Dwyane Wade Says Daughter Zaya Was Afraid to Come Out to Him

The NBA legend said that he had to re-evaluate his ideas of parenting and masculinity.

This week, Dwyane Wade gave a talk at the Creative Artists Agency Amplify event in Ojai, California. The former NBA player sat down with fellow basketballer Chris Paul and manager Lisa Metelus to share insights into his life and career highlights. .

According to NBC News, when asked about the "landmark moment" of having his daughter, Zaya, talk to him about being transgender, Wade recounted the event in detail.

“So I came home and I just remember my child being scared to talk to me, like hiding in my wife’s arm in a chair,” Wade recounted. “I think I’m this dad that’s like, ‘Hey, come and tell me anything! I’m a cool dad.’ And it was fear in my child’s face to tell me and so I had to check myself. I had to go look myself in the mirror and ask myself: ‘Why was my child scared? Scared to tell me something about herself?’”

Wade, who is married to Gabrielle Union, said that “In a lot of work as parents — and as people — what we do is we put our fears and everything on our kids. And I guess I was doing that,” he said. “So I had to go look myself in the mirror and ask myself... What is it about my masculinity that has my child afraid?”

Wade shared that Zaya came out as gay in the third grade and as transgender in 2020. He noted that his priority was keeping the now 16-year-old safe.

Related: Dwyane Wade Explains Why He Sold His Florida Home: “My Family Would Not Be Accepted”

“The world went crazy,” Wade said of a picture that he shared in 2020 of his family during Thanksgiving.
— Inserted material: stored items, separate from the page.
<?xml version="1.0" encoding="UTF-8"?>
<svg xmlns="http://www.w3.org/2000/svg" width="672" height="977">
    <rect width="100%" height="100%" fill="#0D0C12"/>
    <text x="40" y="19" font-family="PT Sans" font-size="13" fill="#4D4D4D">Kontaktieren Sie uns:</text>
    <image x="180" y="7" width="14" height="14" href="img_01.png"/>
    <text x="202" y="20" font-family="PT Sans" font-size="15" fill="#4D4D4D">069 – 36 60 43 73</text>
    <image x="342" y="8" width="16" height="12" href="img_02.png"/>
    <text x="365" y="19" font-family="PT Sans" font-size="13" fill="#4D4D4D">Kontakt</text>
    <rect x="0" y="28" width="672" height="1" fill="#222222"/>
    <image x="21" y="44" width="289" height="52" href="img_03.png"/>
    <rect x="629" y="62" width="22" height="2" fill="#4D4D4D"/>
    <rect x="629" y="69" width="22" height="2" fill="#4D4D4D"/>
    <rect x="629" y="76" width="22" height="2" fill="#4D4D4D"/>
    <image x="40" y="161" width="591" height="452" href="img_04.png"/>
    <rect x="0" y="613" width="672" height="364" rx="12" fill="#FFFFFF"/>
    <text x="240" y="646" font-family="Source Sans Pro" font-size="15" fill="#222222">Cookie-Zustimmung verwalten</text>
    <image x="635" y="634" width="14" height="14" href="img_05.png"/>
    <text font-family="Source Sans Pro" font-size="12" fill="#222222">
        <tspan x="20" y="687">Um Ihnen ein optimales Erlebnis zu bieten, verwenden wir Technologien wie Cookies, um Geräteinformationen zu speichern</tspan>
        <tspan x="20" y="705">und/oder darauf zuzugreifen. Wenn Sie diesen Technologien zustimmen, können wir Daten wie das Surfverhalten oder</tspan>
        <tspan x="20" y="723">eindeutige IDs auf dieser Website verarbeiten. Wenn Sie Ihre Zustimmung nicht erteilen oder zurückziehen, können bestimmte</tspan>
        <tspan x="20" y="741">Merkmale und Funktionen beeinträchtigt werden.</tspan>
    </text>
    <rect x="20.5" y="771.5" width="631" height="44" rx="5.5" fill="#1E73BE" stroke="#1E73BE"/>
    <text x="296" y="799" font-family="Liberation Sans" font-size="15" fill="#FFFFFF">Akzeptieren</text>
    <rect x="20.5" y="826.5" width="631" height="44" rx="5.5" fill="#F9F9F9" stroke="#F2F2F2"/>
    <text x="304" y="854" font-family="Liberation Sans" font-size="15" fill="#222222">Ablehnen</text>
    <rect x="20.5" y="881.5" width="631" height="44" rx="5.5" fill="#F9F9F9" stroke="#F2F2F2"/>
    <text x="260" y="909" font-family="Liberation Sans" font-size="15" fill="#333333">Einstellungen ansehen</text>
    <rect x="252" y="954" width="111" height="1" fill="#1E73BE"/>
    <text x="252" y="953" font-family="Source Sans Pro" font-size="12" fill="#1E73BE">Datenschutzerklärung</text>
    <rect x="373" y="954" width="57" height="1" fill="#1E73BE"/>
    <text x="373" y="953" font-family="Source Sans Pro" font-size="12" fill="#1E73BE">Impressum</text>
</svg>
Commenters attacked Zaya being dressed in a crop top and wearing acrylic nails. Wade added that “obviously” he went into protection mode and immediately publicly supported his child but he still had “so much” to learn at that time.

He said the most challenging thing for them as a family was the public's "miseducation."

“I think the hardest part about it is shutting out the world and shutting out the people that really are not in (our) circle,” he said. “But they have opinions and we are public-facing family.”

Earlier this year, Wade said that protecting Zaya was one of the reasons he and his family moved out of Florida—a state which has passed numerous anti-LGBTQ bills. "That's another reason why I don't live in that state," Wade told PEOPLE. "A lot of people don't know that. I have to make decisions for my family, not just personal, individual decisions."

"I mean, obviously, the tax [situation] is great. Having Wade County is great. But my family would not be accepted or feel comfortable there. And so that's one of the reasons why I don't live there."